Battelle Memorial Institute, through its Battelle Columbus
Operations ("Battelle"), was retained to assist the Company in completing the
emulsion of perfluoro-decalin and the synthetic surfactants that make up
PHER-O2; it is anticipated that on completion of the compounding of PHER-O2,
Battelle will perform initial gross animal tests, which do not require
regulatory approval prior to commencement; however, the data gathered from any
such tests will be subject to regulatory review in the future. The Company
anticipates that it will manufacture experimental doses of PHER-O2 required to
conduct gross animal testing.
It is anticipated that continued research and development of PHER-O2
will depend upon the Company's ability to obtain substantial additional equity
or debt funding, as to which no assurance can be given. See the captions
"Business Development," "Future Capital Requirements; Uncertainty of Future
Funding" and "Patents, Trademarks, Licenses, Franchises, Concessions, Royalty
Agreements or Labor Contracts" of the Company's Annual Report on Form
10-KSB for the fiscal year ended December 31, 1997, which has previously
been filed with the Securities and Exchange Commission.
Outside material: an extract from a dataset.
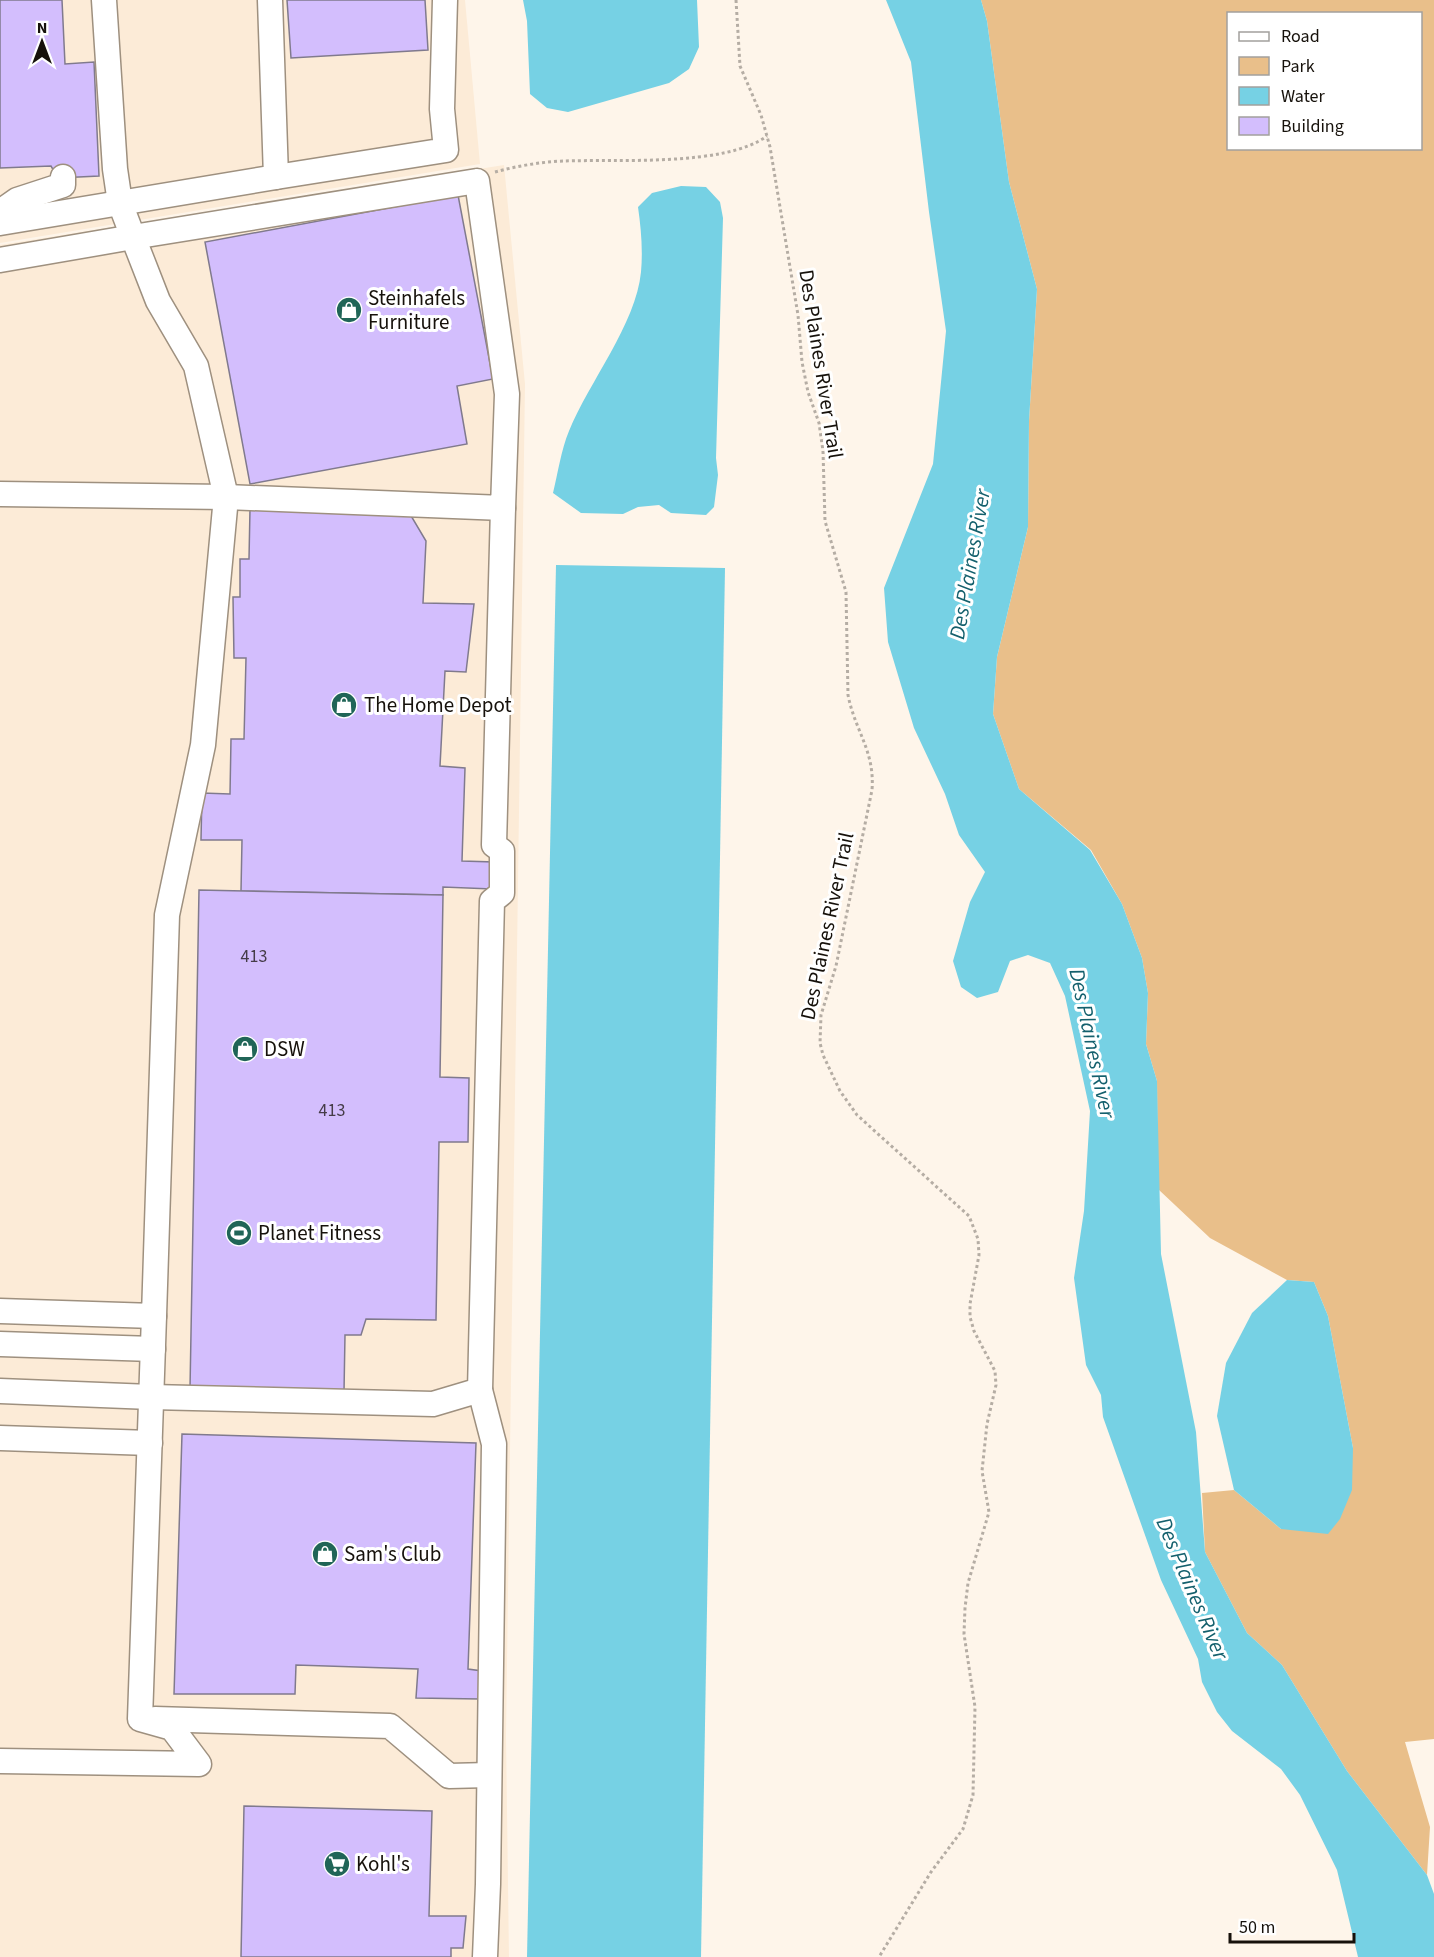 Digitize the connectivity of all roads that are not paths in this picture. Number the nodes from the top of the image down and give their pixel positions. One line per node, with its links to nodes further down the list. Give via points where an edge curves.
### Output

In its second phase of operations, management intends to continue
developing the perfluorocarbon compounds in PHER-O2 in order to optimize its
quality, and expects to begin animal safety and efficacy trials in accordance
with guidelines of the United States Food and Drug Administration ("FDA") and
comparable foreign regulatory requirements.
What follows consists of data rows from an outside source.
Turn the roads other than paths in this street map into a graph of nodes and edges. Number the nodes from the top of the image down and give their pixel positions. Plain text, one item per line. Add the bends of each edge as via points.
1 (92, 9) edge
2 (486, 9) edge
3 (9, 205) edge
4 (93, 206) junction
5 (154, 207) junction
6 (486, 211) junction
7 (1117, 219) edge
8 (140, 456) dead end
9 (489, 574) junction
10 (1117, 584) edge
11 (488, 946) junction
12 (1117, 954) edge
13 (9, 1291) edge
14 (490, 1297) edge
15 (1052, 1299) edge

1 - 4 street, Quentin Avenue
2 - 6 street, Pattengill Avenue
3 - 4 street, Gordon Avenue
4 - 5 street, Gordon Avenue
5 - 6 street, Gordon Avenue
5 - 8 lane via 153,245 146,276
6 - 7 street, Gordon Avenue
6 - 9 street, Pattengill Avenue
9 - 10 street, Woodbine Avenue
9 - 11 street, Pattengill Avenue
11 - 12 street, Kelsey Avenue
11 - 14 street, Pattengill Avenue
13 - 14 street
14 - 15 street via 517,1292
In the final phase of the Company's proposed business operations, it
intends to complete its United States testing of PHER-O2, receive all
necessary FDA approvals and begin American and Canadian sales for cancer
treatment and angioplasty; and complete overseas testing, begin overseas sales
and begin the construction of manufacturing facilities. Sanguine California
has previously licensed BioLogix Development Partners, an unaffiliated
California limited partnership, to manufacture and market PHER-O2 in Canada,
including any future Canadian patent rights, and the exclusive right to market
PHER-O2 in U.S. military pre-hospital markets. In this final phase, the
Company also intends to continue trials to test PHER-O2 for other
applications, including transplant organ preservation and the treatment of
carbon monoxide poisoning, sickle cell anemia, heart attack and stroke. The
Company will be required to conduct similar rigorous testing and clinical
trials of PHER-O2 for each desired application for which it is sought to be
used.
PHER-O2 is still in the research and development stage. It has not
been tested on animals or humans; nor has any application been submitted to
any federal, state or foreign agency to seek authority for such testing. This
development process will be time consuming, costly, subject to extreme
governmental regulation and must prove that this product is safe and
efficacious for human use. Until then, the Company will have no potential for
revenues from operations. No assurance can be given that the Company will be
able to raise the capital it will need to develop PHER-O2, or that if
sufficient funds are raised, the Company will ever receive requisite federal,
state or foreign agency approval to manufacture or market this product. See
the captions "Business Development," "Special Risk Factors," "Principal
Products or Services and their Markets," "Competition," "Patents, Trademarks,
Licenses, Franchises, Concessions, Royalty Agreements or Labor Contracts" and
"Governmental Approval of Principal Products or Services" of the Company's
Registration Statement on Form 10-SB-A1, which has previously been filed
with the Securities and Exchange Commission, and which is incorporated herein
by reference.
Results of Operations.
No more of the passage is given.